*Pictured people or hands with joints*
......
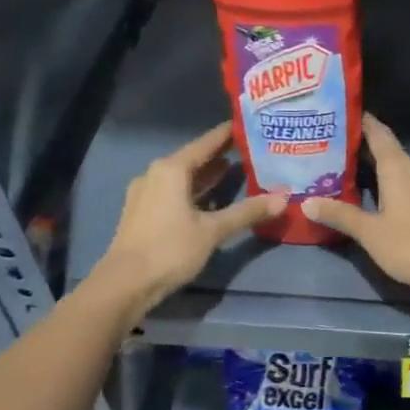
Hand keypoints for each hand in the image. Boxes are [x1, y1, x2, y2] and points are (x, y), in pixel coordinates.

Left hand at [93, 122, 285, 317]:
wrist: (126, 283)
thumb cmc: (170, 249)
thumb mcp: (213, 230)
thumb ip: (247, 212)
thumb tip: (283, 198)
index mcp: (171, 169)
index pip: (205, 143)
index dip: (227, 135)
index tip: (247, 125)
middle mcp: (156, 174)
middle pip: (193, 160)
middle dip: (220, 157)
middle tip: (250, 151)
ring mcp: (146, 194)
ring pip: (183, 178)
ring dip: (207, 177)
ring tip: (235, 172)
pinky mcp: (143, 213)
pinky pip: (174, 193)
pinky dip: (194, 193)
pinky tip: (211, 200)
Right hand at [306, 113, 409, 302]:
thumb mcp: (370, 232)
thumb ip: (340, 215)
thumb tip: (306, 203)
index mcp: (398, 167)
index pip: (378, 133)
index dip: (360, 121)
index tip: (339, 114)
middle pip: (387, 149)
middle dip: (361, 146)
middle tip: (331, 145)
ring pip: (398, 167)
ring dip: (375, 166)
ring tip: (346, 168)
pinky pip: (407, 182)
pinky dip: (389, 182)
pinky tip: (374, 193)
......
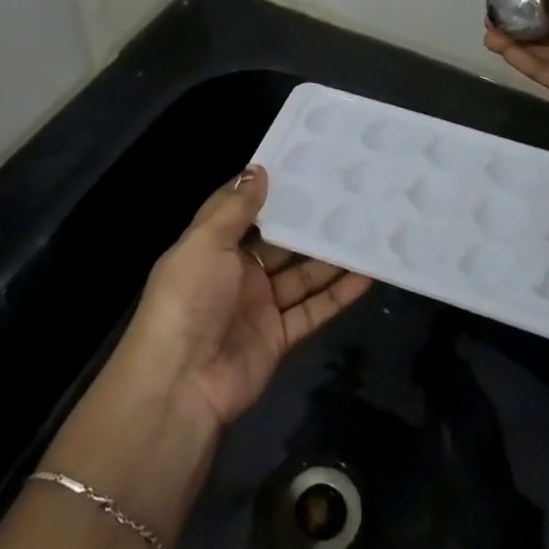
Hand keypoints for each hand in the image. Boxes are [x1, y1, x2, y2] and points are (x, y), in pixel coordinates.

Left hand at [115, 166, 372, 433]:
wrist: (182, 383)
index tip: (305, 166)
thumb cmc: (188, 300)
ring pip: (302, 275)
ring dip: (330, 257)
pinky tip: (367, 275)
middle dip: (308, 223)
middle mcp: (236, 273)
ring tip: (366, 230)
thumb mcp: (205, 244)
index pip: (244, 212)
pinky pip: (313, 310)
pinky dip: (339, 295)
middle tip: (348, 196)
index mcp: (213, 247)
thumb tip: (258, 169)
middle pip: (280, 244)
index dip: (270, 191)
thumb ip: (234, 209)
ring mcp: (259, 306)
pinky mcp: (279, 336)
......
*WHAT THE EXERCISE ASKS*
Produce only the lines from the line containing "middle pip: (193, 160)" through the line containing "pinky tip: (211, 200)", inclusive of both, exactly as they stand in the entries above.

*FINISHED TASK*
middle pip: (193, 160)
middle dip: (220, 157)
middle tip: (250, 151)
ring mcp: (146, 194)
ring pip: (183, 178)
ring dip: (207, 177)
ring tip: (235, 172)
pinky mcp: (143, 213)
pinky pip: (174, 193)
pinky dip: (194, 193)
pinky tip: (211, 200)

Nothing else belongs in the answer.